(Supplied information begins)

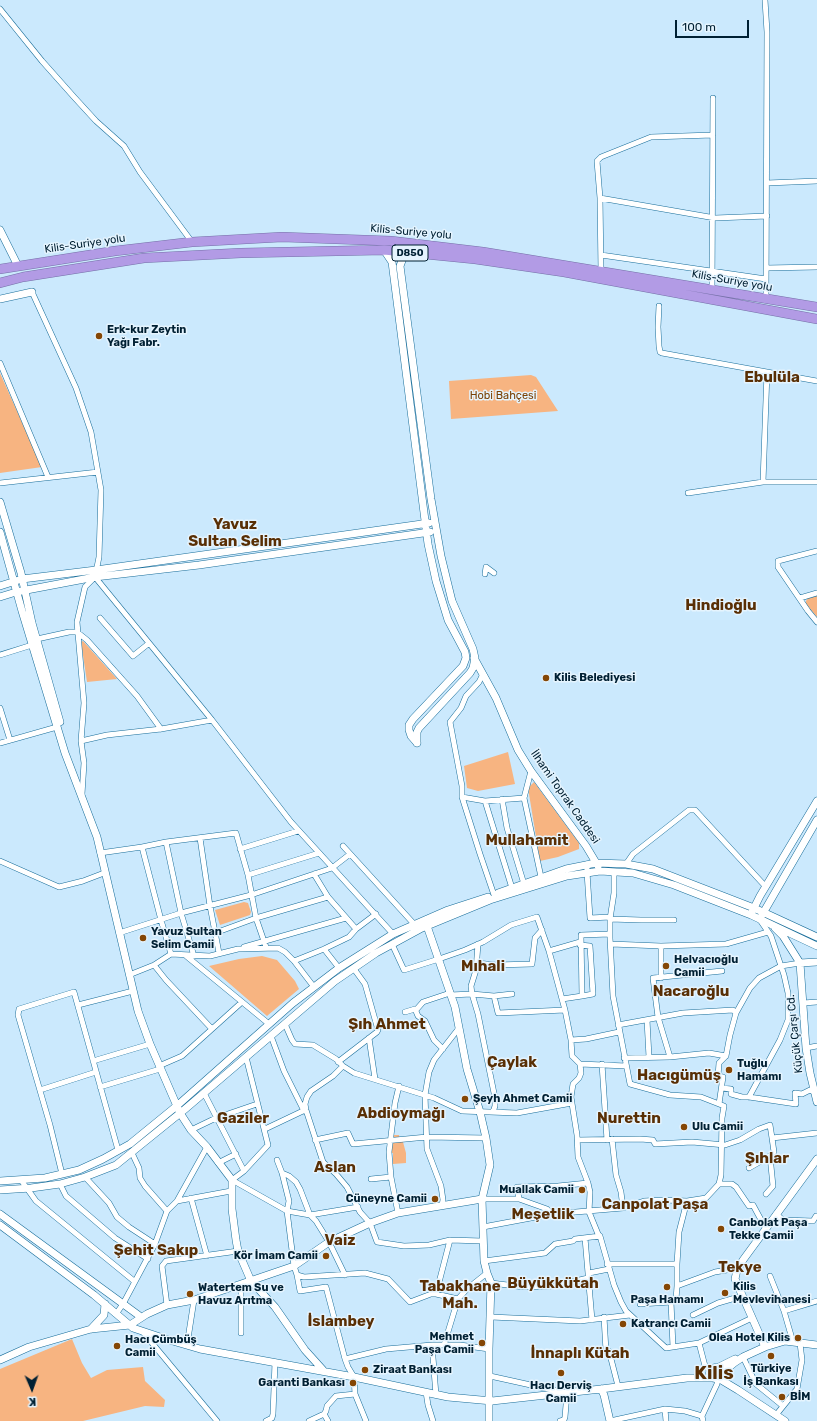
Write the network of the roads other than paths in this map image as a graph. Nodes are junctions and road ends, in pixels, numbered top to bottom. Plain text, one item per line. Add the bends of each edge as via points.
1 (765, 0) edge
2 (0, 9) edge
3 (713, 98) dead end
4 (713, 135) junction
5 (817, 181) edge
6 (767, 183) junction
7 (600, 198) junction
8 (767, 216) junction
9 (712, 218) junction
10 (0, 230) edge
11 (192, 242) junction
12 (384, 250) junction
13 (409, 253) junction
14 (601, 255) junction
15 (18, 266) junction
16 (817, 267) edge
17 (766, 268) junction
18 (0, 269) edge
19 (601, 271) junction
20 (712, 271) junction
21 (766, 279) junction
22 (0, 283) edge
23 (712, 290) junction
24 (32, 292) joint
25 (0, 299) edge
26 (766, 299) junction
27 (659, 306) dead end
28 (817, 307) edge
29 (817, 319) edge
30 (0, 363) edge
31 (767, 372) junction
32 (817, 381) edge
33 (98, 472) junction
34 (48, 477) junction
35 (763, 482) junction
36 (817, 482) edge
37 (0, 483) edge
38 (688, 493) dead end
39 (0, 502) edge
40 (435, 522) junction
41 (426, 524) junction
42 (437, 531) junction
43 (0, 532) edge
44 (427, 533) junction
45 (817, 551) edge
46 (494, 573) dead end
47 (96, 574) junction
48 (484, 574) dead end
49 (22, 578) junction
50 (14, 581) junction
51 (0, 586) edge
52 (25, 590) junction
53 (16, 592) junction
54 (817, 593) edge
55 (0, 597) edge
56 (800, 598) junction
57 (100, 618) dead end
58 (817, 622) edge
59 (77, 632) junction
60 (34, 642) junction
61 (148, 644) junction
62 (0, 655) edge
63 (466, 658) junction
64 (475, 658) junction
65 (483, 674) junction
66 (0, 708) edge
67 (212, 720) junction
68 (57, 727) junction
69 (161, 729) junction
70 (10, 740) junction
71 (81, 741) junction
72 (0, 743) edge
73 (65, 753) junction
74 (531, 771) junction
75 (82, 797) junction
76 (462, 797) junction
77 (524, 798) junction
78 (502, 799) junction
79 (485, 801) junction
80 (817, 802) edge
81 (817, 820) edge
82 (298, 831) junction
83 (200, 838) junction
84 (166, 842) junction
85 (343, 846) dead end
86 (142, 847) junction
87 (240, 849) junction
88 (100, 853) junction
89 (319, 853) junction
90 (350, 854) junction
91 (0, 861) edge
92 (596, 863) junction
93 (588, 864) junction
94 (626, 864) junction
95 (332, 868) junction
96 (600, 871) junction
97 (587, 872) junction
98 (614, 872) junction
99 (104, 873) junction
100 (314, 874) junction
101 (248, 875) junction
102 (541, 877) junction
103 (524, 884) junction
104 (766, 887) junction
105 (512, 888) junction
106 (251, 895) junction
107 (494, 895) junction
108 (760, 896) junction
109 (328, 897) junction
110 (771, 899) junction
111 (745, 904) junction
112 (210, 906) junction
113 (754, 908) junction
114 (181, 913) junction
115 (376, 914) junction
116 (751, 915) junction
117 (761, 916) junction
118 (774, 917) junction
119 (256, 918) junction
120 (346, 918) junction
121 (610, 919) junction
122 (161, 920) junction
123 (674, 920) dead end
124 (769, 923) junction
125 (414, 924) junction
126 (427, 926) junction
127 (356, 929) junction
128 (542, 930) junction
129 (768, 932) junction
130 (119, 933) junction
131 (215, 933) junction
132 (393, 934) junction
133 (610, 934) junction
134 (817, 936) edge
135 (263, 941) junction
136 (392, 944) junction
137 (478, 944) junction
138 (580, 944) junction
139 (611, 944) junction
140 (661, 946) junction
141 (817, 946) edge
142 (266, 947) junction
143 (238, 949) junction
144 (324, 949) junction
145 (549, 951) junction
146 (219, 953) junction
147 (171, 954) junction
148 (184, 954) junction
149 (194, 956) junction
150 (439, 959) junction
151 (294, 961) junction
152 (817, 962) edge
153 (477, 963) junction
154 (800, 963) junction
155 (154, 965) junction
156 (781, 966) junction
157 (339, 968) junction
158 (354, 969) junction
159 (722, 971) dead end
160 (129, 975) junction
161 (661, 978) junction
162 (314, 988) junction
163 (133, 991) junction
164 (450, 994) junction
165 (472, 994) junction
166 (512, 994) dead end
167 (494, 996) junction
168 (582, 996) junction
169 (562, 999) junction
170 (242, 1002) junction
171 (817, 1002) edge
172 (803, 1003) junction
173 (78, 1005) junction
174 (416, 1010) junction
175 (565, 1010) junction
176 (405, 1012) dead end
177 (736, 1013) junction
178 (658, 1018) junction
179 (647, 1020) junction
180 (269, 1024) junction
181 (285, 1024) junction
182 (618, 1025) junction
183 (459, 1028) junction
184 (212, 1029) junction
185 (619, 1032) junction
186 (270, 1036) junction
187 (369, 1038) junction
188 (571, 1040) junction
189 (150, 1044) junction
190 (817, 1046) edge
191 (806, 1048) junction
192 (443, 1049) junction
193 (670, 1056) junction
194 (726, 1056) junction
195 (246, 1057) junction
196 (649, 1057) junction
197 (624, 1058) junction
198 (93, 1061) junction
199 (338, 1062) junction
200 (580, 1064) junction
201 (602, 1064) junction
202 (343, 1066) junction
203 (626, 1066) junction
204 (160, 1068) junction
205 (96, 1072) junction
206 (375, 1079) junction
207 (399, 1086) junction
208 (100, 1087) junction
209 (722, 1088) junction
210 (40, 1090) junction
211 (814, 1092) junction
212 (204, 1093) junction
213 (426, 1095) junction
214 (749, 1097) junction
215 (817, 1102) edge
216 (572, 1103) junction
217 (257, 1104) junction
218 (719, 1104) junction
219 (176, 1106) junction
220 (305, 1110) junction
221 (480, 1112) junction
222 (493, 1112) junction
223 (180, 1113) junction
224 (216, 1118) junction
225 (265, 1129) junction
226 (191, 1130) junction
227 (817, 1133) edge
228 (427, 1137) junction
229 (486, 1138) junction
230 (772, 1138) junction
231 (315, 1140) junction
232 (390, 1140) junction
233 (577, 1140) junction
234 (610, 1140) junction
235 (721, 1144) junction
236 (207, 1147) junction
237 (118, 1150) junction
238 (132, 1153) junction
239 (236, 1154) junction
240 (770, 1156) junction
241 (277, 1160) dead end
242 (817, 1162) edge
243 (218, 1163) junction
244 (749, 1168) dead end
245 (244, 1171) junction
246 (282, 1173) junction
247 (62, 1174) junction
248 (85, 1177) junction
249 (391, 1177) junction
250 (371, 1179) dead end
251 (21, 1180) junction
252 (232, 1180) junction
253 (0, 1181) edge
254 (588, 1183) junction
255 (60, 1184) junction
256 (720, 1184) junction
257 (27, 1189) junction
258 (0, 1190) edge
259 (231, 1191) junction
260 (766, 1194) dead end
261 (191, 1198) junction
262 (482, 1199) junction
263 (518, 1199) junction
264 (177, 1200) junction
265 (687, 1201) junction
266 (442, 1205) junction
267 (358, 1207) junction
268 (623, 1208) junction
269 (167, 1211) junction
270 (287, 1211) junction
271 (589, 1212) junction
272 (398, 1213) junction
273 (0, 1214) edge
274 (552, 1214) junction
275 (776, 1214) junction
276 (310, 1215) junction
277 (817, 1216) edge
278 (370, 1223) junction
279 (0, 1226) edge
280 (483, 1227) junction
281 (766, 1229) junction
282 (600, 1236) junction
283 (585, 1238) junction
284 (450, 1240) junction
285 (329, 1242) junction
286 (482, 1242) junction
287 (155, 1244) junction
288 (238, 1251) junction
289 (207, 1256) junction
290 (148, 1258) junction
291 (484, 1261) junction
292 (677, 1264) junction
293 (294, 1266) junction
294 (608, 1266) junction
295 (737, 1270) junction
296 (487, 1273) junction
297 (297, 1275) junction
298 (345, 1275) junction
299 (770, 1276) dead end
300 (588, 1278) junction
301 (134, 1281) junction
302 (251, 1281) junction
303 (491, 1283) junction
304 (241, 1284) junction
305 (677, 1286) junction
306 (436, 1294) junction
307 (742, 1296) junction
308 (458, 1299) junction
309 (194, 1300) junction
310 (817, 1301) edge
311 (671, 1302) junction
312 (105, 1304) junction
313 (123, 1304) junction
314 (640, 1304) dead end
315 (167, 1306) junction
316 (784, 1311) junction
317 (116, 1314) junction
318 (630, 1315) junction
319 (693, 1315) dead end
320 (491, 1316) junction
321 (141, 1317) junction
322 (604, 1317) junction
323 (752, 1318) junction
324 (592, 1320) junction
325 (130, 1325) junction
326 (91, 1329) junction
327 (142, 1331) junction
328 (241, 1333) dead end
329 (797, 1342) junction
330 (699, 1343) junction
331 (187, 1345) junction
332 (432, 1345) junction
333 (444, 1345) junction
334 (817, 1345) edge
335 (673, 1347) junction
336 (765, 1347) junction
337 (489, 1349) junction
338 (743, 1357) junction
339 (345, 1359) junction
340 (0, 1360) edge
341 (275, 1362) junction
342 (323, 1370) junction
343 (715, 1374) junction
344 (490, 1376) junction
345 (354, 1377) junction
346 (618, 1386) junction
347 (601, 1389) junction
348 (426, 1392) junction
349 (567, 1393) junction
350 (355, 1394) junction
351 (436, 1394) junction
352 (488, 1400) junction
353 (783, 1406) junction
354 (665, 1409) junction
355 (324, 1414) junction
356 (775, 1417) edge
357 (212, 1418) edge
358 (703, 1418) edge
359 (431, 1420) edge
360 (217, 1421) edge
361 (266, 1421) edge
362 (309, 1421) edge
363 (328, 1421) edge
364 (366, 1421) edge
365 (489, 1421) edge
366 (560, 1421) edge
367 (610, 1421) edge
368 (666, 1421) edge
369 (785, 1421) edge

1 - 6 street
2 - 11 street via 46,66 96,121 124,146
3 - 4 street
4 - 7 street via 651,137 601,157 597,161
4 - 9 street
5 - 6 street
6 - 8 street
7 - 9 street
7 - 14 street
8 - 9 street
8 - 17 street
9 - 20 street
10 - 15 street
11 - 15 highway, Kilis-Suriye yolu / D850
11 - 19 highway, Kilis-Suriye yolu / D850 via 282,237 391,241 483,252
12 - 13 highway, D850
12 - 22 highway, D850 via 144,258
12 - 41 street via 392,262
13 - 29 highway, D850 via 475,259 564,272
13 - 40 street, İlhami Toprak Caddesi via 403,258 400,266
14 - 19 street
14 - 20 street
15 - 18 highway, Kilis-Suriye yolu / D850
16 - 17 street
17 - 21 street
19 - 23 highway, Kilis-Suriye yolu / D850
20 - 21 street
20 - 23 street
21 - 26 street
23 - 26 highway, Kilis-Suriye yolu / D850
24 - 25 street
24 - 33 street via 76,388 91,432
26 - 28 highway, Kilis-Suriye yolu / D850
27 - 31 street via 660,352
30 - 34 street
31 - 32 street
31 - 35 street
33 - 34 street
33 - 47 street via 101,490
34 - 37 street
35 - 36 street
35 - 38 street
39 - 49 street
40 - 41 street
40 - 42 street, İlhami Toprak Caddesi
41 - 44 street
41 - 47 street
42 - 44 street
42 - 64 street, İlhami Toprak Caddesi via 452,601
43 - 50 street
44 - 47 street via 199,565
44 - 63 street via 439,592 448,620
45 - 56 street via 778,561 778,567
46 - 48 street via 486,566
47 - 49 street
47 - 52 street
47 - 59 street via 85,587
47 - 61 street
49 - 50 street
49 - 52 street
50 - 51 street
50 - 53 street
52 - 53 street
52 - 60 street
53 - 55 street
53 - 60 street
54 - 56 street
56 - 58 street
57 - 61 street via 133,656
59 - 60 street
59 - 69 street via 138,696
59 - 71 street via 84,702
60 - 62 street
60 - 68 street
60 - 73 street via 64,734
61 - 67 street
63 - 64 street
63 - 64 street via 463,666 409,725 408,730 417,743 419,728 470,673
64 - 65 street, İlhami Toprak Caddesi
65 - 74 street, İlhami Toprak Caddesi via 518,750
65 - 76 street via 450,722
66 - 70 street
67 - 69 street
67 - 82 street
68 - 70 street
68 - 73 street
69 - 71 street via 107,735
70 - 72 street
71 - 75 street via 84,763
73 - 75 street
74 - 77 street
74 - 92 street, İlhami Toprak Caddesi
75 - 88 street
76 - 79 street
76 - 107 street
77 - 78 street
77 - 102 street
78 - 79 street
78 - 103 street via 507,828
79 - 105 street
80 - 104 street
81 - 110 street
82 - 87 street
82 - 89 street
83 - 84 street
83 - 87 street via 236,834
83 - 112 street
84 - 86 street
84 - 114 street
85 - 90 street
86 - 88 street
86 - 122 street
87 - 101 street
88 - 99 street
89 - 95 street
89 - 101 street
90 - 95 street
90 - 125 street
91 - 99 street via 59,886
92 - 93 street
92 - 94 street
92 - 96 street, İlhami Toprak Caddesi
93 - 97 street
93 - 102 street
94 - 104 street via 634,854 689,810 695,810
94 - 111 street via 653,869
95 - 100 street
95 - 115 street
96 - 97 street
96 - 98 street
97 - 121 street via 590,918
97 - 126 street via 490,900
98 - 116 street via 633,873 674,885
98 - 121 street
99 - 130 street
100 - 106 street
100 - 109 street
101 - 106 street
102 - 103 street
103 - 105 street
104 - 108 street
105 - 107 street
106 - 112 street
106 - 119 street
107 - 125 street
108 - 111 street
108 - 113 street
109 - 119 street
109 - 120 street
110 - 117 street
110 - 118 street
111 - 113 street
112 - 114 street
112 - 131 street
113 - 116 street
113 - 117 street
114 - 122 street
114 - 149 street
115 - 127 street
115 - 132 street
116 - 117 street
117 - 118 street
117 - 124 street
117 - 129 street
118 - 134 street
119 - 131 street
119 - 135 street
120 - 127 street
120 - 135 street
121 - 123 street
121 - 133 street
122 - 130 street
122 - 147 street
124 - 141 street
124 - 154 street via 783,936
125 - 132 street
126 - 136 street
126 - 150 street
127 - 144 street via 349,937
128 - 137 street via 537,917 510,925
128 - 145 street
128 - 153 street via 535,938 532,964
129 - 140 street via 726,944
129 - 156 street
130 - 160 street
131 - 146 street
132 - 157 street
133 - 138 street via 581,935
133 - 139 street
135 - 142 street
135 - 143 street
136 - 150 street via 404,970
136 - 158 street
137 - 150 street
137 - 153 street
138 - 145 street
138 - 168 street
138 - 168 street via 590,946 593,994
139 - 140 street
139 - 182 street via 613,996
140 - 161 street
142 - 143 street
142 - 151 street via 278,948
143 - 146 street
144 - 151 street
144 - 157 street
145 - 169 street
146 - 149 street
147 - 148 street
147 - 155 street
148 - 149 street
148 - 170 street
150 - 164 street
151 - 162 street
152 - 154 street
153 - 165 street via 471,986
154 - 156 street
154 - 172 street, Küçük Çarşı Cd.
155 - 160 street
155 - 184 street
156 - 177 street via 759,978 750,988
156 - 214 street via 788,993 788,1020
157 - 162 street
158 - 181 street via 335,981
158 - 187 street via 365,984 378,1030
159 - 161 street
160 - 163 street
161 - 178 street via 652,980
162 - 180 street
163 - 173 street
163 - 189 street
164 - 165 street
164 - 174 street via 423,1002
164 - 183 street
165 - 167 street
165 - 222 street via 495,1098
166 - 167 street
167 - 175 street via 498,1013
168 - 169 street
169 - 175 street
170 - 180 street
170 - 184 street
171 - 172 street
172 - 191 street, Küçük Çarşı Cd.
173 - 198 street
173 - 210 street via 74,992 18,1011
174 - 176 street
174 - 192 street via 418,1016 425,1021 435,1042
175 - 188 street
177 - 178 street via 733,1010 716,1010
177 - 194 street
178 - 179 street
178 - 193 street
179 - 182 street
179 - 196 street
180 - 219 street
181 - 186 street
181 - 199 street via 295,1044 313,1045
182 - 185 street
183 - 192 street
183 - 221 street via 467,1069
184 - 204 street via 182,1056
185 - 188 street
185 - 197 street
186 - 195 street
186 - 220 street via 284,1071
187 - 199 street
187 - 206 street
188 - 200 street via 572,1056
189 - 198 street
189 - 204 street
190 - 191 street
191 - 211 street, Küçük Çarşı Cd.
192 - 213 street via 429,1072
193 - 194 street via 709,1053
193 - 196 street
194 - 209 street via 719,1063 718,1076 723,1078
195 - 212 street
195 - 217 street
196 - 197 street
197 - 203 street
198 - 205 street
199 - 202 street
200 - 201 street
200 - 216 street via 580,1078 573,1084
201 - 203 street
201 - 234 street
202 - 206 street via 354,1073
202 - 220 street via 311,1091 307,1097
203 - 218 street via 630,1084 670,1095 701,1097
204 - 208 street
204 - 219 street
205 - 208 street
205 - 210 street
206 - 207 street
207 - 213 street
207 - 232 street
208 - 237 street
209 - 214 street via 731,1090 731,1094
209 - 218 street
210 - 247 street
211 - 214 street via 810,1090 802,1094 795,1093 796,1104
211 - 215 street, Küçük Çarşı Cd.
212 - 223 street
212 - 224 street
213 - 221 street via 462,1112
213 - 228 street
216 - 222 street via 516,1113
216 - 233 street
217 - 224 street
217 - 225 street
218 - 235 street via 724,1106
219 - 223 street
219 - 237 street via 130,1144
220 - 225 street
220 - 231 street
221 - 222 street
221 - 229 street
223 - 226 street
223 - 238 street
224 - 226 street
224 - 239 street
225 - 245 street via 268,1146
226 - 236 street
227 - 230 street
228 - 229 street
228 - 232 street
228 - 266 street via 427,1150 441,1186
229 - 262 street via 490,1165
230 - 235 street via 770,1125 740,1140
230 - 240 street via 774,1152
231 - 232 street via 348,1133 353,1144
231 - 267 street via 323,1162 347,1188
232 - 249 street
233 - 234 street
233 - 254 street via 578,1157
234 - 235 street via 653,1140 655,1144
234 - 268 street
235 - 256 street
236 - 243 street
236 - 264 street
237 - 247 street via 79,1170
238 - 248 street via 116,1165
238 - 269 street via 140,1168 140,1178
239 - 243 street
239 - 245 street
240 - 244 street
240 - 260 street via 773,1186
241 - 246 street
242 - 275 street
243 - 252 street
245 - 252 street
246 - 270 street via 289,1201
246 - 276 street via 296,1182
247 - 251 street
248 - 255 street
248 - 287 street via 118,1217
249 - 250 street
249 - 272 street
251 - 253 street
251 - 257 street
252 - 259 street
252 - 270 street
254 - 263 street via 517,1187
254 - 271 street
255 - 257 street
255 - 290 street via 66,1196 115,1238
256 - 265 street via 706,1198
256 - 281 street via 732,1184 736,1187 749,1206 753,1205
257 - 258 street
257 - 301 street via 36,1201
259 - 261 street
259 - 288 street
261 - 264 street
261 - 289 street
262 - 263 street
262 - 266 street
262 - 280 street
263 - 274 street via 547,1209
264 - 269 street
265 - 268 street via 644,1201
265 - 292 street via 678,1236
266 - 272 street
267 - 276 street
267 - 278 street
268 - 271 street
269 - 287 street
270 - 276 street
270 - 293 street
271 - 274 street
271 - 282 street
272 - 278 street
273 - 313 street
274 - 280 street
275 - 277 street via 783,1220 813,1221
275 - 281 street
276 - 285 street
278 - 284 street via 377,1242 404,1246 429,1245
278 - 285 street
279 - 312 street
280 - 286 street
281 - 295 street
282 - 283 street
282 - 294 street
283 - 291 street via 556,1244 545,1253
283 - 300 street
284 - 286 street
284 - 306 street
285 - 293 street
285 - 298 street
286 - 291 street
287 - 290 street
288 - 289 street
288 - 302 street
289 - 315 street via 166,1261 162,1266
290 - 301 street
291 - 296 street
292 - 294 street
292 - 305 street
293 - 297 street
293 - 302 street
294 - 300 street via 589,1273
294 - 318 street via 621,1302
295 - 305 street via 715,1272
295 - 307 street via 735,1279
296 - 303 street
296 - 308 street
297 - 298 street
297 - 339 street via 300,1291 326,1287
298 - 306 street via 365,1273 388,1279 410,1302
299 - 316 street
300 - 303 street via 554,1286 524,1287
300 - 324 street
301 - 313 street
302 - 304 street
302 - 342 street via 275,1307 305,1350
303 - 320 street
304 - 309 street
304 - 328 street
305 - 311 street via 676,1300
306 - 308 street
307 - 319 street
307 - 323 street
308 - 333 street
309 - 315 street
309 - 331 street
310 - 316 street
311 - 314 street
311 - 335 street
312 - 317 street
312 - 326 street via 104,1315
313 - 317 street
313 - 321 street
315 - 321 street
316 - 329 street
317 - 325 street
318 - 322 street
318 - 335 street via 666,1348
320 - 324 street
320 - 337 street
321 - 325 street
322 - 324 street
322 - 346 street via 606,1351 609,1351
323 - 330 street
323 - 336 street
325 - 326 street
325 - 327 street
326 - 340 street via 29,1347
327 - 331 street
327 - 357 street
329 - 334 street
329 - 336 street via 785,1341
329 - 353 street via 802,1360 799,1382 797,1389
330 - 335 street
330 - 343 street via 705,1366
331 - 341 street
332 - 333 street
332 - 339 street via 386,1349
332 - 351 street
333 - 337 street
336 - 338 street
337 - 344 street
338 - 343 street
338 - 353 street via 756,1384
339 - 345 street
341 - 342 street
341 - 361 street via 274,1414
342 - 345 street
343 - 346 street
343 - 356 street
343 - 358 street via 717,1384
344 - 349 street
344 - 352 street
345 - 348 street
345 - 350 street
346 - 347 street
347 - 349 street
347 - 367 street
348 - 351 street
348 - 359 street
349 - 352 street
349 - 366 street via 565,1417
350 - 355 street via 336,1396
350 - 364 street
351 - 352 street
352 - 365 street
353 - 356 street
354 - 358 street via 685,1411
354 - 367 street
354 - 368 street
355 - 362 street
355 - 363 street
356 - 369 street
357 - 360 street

(Supplied information ends)

» What to work on:
Report back each line of the entries that holds the string "Caddesi".

» Task response:
13 - 40 street, İlhami Toprak Caddesi via 403,258 400,266
40 - 42 street, İlhami Toprak Caddesi
42 - 64 street, İlhami Toprak Caddesi via 452,601
64 - 65 street, İlhami Toprak Caddesi
65 - 74 street, İlhami Toprak Caddesi via 518,750
74 - 92 street, İlhami Toprak Caddesi
92 - 96 street, İlhami Toprak Caddesi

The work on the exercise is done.